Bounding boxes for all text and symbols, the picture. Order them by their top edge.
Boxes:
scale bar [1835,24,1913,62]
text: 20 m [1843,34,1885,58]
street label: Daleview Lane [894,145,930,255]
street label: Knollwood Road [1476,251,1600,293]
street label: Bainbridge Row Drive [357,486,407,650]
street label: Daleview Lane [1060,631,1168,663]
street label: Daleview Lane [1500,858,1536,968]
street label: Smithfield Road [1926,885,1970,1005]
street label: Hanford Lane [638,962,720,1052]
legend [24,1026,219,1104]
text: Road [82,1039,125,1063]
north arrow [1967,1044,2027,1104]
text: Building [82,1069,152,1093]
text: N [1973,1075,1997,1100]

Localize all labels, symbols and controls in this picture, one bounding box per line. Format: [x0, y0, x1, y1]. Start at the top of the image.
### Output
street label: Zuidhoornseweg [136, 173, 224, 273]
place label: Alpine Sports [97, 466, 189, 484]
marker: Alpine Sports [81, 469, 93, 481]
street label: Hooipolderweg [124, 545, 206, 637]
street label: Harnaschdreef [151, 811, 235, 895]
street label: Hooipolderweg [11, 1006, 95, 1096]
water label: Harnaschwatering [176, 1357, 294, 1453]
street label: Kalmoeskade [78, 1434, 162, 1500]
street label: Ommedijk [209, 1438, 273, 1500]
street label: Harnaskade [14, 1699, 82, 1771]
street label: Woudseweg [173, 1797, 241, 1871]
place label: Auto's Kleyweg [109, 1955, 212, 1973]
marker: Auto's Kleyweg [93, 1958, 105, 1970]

Task to carry out: Scan the preceding records for lines with the word "symbols". Say how many there are and nothing else.

Exercise response: 2